_WHAT YOU NEED TO DO:_
Select all lines in the records that include "adjacency".
━━ SUPPLIED DATA ━━
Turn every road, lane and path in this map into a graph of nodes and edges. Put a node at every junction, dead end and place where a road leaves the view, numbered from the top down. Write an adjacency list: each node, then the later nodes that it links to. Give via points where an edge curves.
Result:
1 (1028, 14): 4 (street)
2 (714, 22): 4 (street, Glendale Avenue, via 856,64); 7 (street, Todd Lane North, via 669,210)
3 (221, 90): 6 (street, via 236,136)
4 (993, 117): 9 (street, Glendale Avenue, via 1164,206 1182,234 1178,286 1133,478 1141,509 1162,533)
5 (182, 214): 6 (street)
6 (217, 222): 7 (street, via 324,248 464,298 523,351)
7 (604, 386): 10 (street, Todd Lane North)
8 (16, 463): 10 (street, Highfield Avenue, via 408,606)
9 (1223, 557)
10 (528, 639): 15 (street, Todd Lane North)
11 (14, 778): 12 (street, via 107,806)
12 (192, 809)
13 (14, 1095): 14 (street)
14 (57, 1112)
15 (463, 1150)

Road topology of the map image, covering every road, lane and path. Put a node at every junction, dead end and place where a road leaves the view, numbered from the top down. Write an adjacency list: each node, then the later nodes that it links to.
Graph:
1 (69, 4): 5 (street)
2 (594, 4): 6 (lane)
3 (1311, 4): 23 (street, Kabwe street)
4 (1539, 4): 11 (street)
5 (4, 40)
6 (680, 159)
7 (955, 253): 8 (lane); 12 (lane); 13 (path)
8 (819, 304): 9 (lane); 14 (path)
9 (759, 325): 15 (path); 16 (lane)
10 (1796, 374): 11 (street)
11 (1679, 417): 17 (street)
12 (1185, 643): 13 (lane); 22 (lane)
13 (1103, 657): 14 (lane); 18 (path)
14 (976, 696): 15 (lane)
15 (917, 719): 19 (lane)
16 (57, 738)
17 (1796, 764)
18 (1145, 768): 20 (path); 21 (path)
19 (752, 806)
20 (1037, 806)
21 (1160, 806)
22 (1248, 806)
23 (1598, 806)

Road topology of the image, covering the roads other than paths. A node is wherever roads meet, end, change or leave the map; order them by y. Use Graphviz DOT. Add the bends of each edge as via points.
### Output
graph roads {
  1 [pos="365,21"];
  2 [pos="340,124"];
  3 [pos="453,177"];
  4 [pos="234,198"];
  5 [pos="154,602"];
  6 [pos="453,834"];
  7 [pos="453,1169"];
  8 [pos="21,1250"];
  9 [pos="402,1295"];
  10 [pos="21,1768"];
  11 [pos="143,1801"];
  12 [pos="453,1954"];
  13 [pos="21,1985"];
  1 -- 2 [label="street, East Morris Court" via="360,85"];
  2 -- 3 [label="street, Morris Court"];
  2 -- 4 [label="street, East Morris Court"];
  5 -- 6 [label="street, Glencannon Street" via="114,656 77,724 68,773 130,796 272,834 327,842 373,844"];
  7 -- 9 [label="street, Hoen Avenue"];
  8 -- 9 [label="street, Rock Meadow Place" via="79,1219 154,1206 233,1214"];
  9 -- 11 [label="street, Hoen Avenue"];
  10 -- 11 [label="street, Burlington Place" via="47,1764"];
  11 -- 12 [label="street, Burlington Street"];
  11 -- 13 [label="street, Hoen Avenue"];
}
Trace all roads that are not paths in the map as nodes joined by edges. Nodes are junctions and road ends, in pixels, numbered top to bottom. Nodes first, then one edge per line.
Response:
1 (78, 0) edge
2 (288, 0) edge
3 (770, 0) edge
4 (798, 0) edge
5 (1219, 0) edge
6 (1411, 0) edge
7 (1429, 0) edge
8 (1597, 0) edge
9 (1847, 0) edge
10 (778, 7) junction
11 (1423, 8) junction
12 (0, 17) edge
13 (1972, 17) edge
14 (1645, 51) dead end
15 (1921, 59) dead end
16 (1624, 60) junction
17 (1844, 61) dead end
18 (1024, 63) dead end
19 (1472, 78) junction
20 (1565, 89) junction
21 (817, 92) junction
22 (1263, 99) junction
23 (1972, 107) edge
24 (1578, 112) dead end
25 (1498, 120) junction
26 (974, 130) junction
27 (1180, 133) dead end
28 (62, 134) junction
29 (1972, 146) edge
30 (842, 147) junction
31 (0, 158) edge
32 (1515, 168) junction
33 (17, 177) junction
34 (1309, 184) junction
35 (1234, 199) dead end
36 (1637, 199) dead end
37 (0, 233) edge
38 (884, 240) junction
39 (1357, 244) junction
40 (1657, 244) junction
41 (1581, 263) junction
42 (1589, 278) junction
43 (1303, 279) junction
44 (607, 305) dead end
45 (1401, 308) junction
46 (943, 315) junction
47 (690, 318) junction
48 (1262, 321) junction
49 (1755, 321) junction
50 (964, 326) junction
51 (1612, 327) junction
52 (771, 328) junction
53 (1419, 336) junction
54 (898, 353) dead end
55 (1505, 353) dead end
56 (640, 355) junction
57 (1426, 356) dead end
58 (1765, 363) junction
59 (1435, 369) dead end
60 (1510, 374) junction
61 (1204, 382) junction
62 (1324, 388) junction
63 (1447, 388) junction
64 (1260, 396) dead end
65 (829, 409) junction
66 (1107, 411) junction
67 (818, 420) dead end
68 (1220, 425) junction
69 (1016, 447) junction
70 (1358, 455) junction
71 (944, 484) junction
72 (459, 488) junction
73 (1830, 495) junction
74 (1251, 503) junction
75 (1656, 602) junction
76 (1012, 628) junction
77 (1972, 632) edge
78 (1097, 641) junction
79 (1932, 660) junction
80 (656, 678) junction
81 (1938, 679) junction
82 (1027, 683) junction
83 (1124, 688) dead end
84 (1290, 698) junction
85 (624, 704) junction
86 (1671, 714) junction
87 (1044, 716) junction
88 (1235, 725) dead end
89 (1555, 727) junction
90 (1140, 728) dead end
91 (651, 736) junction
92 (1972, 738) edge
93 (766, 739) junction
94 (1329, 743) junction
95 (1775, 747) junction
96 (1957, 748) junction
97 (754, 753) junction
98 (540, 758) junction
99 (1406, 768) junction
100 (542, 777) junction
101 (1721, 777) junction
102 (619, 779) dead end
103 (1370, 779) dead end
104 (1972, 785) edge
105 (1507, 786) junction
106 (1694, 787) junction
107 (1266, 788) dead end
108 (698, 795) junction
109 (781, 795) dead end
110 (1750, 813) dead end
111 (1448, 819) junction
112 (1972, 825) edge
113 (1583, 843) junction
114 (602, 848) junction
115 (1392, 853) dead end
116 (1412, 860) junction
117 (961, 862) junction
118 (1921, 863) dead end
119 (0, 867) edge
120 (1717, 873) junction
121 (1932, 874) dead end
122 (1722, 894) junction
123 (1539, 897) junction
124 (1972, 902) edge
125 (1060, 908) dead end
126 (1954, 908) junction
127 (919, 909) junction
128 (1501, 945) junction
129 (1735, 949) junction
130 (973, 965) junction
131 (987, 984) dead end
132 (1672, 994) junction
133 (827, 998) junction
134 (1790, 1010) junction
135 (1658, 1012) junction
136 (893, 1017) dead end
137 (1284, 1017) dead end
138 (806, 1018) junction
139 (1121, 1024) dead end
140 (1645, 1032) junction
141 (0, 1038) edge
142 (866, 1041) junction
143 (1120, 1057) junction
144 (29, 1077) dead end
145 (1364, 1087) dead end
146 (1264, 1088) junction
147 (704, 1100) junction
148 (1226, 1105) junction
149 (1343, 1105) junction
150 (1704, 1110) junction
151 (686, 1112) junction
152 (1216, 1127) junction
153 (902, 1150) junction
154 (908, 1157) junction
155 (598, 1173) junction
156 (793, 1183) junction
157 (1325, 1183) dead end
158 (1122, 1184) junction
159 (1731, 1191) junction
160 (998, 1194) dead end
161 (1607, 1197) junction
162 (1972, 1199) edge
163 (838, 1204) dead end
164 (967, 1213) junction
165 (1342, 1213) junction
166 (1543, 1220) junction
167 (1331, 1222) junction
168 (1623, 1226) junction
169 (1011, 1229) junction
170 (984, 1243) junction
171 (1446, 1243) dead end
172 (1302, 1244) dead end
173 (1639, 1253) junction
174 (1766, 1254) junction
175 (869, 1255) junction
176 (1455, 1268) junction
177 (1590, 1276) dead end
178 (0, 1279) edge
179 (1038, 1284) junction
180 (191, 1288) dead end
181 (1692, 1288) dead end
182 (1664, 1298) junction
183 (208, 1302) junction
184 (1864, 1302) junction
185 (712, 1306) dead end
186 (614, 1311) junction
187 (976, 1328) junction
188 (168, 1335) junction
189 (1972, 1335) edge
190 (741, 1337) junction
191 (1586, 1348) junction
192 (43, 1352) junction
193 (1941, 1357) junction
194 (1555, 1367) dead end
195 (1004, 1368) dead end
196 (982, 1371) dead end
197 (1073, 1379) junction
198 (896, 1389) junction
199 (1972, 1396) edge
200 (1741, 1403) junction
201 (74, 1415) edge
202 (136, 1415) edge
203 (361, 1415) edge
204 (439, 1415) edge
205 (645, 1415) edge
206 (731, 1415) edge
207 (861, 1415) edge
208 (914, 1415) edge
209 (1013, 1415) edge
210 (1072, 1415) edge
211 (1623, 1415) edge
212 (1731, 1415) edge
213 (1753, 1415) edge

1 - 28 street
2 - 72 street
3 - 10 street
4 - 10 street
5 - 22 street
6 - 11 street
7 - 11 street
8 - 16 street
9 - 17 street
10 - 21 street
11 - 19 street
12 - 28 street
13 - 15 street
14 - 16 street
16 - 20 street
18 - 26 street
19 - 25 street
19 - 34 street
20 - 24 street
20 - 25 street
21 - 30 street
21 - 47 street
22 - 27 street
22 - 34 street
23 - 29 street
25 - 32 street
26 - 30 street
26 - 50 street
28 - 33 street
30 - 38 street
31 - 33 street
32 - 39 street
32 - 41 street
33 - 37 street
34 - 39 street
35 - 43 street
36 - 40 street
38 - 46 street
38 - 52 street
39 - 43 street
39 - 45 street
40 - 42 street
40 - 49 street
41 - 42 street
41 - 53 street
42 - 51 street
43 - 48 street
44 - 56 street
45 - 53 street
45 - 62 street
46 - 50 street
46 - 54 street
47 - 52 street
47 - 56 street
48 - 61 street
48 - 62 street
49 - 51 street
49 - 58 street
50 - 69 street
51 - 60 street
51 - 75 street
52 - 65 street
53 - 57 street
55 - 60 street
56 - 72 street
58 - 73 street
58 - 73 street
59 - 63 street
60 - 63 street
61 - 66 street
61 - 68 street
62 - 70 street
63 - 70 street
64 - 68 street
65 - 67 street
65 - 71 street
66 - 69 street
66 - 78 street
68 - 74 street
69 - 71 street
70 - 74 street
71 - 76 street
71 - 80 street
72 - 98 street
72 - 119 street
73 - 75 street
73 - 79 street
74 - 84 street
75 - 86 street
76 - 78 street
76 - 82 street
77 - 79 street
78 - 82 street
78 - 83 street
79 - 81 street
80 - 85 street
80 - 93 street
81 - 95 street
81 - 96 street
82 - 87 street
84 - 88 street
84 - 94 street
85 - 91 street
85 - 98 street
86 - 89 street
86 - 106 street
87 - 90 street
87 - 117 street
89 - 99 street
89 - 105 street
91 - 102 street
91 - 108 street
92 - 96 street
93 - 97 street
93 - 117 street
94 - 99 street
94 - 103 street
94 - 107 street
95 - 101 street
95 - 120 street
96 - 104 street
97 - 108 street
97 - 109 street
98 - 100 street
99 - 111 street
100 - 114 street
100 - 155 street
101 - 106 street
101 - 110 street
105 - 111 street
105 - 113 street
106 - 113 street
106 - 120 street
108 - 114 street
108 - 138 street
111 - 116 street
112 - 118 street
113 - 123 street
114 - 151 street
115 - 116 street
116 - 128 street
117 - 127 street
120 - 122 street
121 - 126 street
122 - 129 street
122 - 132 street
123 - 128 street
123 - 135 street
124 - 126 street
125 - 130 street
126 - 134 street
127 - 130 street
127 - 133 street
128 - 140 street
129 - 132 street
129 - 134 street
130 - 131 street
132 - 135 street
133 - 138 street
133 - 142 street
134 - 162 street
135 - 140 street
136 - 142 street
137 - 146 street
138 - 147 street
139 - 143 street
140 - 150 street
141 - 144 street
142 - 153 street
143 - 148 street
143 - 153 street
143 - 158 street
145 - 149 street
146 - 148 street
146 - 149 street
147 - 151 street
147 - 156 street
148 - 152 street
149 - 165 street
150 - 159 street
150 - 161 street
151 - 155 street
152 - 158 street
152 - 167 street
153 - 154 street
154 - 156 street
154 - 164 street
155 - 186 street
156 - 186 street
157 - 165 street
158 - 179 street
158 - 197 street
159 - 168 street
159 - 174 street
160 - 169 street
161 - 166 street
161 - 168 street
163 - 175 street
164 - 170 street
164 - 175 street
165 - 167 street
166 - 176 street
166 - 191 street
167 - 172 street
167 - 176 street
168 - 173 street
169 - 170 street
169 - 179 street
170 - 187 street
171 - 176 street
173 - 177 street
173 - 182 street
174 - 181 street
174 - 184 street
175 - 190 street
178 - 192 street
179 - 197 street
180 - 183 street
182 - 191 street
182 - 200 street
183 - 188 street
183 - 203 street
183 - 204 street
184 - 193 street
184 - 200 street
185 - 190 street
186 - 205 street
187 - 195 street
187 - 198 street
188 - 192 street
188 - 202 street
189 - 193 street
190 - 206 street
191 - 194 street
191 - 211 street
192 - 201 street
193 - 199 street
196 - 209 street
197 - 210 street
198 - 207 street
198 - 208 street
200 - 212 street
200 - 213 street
━━━
_WRITTEN RESPONSE:_
Turn every road, lane and path in this map into a graph of nodes and edges. Put a node at every junction, dead end and place where a road leaves the view, numbered from the top down. Write an adjacency list: each node, then the later nodes that it links to. Give via points where an edge curves.
Road topology of the map image, covering every road, lane and path. Put a node at every junction, dead end and place where a road leaves the view, numbered from the top down. Write an adjacency list: each node, then the later nodes that it links to.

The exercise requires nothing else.